Will Humans-in-the-Loop be replaced by AI?

Replacing human efforts by machine learning algorithms is widely accepted as inevitable and as a threat to people’s jobs. But these views miss the fundamental point that people and machines work best together, enhancing each others’ capabilities.

When most people think of machine learning, they often only consider the machine aspect. However, for an ML algorithm to function, it has to be trained by people. Humans are also the ones that maintain them, retrain them and improve them. Every successful AI project includes humans-in-the-loop (HITL) who do everything from training and testing the algorithms to labelling data, conducting quality control, and validation.

This is where HITL are critical. The concept refers to people involved in the AI model development process to apply human expertise and judgment during its development, training and across the AI lifecycle. High-performing AI systems rely on humans in the loop.

So why is HITL critical for the success of AI systems? Here are a few reasons why!

🧠 Human judgement and expertise are crucial for AI development

One of the aims of AI is to be able to replicate human decisions at scale. For AI to be effective, it needs to convert often intuitive decisions and human reactions into rule-based actions in the form of code that a machine can understand. In other words, it depends on human judgement and expertise in the form of intricately prepared data sets and rules. Such proficiency can only be achieved if the training sets are accurately and correctly prepared by HITL. The model needs to know how to react in any given situation and it needs humans to teach it.

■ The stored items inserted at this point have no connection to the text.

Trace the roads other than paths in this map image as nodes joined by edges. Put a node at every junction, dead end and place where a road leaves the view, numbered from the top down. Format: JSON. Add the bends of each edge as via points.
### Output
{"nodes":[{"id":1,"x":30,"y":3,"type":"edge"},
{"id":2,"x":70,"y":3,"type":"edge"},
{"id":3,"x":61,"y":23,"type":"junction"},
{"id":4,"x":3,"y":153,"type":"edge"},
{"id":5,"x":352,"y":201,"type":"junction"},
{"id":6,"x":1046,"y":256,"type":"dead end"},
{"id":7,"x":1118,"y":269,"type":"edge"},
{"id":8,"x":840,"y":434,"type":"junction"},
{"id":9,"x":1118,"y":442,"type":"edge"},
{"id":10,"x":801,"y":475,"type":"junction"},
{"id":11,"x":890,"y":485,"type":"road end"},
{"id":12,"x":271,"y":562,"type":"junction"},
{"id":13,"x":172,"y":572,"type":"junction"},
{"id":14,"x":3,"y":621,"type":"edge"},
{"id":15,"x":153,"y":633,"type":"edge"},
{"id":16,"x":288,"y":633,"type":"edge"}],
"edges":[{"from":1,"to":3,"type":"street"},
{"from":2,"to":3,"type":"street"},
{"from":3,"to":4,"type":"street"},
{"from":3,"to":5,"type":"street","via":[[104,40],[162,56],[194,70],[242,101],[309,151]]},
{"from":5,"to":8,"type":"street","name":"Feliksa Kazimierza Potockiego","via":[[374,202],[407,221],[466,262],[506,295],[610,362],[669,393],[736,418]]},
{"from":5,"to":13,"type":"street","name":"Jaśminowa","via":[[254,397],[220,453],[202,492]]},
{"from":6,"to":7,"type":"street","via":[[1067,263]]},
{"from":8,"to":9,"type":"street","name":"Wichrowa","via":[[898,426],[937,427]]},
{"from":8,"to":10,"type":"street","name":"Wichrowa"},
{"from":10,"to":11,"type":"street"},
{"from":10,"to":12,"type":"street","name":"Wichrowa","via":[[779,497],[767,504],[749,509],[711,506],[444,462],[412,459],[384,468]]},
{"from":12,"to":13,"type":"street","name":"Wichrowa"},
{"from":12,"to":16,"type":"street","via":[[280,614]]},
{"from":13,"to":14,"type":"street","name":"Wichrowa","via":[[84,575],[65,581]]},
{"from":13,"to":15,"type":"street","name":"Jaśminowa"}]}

🕵️‍♂️ Quality control requires human intervention

People play a key role in helping the AI learn and improve through validating and reviewing the model’s output and feeding the feedback back into it. Starting from the initial training dataset, HITL are responsible for the quality of the model as a function of the quality of the data. As the saying goes — the model is only as good as the data that feeds into it.

Quality control continues throughout the production stage to ensure the model can make accurate decisions in unusual or edge case situations. For example, an AI model trained to detect and recognize supermarket goods will need to be constantly refreshed, given that product packaging changes all the time.

Once an AI model has been trained initially, the role of the HITL changes but it just as crucial. What follows next is validation of the model output and if necessary, correction of the result by the human expert to ensure the model keeps improving, while the output is accurate.

🚀 Annotation tools and HITL

Annotation tools are great for increasing annotation speed and accuracy and overall efficiency of the data lifecycle. However, assisted and automated annotation requires quality control. If an ML model encounters input it cannot identify or is ‘unsure’ of i.e. confidence level is not as high as needed, humans have to step in to make corrections. The HITL can also provide crucial feedback (data or tool-related) as they are the most experienced when it comes to the nitty gritty of the data. Combined with a managed workforce, such tools and annotation platforms can help scale humans-in-the-loop and drive AI forward.